The rate of the proliferative response to peptide stimulation seemed to be phenotype-dependent. In general, the fraction of TCC proliferating after peptide stimulation was lower among TEM from controls, TN from CD patients and TCM overall. Notably, we were not able to confirm gluten reactivity of the few gliadin-tetramer+ memory cells of our controls, except for two TCM clones. One might speculate that tetramer+ TEM from controls represent gluten-specific regulatory T cells or some other T-cell phenotypes that do not necessarily respond to antigen stimulation with proliferation. Overall, poor yield of specific tetramer-sorted blood cells could possibly be explained by tetramer-induced cell apoptosis31 and by a certain degree of background staining.32 Nevertheless, we believe that this protocol can be used in further studies on gluten-reactive T cells of CD patients and controls, give important insights into CD pathogenesis and accommodate a search for disease-specific T-cell receptors.33
CD patients can present with histological changes in the small intestine, but negative serology,6 and vice versa.7 This has led to an ongoing debate on the diagnostic criteria for CD.7,34 A large number of individuals are also on a GFD without any confirmed CD diagnosis35 reducing the sensitivity of currently available diagnostic tools substantially.

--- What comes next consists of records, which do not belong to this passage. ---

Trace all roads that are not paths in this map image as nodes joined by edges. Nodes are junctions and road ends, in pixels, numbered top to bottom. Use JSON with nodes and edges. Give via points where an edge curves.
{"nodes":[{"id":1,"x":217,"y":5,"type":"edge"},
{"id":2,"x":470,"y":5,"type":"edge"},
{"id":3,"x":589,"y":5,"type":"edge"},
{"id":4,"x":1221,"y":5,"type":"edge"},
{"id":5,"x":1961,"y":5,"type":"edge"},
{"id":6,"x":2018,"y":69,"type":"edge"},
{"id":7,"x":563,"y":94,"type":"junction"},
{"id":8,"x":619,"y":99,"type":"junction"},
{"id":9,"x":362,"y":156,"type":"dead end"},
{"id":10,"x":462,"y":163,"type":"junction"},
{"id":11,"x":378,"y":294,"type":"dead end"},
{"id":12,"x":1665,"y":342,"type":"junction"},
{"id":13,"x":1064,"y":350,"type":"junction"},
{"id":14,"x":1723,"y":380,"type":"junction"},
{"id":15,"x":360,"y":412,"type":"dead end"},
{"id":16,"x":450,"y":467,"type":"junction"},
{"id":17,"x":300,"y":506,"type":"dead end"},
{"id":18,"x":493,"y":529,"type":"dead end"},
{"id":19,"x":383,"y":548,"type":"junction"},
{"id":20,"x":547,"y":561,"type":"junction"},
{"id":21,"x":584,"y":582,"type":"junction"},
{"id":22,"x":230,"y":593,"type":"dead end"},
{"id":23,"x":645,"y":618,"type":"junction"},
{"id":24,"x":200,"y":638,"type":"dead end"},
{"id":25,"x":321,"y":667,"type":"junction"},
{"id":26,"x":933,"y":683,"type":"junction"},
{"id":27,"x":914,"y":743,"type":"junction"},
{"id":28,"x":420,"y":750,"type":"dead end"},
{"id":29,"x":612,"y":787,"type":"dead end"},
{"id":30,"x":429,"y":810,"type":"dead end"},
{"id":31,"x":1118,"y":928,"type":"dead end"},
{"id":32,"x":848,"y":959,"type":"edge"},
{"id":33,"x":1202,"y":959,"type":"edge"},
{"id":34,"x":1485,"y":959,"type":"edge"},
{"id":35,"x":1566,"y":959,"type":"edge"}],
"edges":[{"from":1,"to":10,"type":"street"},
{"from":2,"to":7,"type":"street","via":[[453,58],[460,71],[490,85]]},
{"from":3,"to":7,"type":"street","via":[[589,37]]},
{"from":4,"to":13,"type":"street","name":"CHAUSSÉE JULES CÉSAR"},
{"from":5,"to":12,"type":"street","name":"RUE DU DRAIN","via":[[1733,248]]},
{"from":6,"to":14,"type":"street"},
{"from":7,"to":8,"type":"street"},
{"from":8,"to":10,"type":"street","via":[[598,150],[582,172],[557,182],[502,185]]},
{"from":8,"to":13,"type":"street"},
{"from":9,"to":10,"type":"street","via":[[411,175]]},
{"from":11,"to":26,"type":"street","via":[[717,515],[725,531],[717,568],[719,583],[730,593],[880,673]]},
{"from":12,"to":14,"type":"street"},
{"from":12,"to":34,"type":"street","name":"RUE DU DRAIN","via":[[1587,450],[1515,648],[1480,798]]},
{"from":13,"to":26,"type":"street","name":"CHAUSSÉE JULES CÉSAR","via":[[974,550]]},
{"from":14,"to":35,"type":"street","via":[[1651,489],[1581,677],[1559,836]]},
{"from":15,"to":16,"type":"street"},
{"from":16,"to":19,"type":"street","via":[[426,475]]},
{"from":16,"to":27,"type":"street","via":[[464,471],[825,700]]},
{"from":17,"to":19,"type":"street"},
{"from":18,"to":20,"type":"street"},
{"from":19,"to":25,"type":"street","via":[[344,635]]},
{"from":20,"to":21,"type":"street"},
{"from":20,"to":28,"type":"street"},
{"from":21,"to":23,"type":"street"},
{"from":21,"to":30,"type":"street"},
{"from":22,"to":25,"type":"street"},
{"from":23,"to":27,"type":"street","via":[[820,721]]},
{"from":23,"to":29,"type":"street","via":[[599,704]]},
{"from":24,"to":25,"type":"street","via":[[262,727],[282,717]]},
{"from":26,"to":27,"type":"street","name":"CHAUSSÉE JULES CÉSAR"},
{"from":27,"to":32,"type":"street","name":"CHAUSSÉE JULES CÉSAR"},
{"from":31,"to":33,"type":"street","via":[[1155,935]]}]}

We report a significant difference in the number of gluten tetramer+ TEM in UCD and TCD, and in the gut-homing of these cells in CD patients compared to controls without performing a gluten challenge. Flow cytometry is already routinely used in clinical work-up. The current protocol allows analysis with 50 mL of blood; and this volume may be further reduced, if gluten epitopes are combined. Tetramerized HLA-DQ8- and HLA-DQ2.2-restricted gluten epitopes should also be tested with the current approach, to include also these minor groups of CD patients. Moreover, HLA tetramer production may be optimized in an industrial setting, with production costs similar to other diagnostic assays. Thus, we will argue that this minimally invasive, ex-vivo method may find use in clinical practice, particularly in patients with vague diagnostic conditions, or in cases where a gastroduodenoscopy is inappropriate or undesirable, as well as in undiagnosed individuals adhering to a GFD.
Supplementary Material
Acknowledgements
We thank all the subjects whom donated biological material to this study, Marie K Johannesen and Louise F Risnes for technical assistance, Bjørg Simonsen for tetramer production and Yan Zhang for assisting with cell sorting.
Funding
This work was supported by the Research Council of Norway and the Health Authority of South-Eastern Norway. Asbjørn Christophersen was supported by the University of Oslo (PhD fellowship). No funding source had any role in the design, conduct or reporting of this study.
Conflict of interest
The authors declare that there are no conflicts of interest.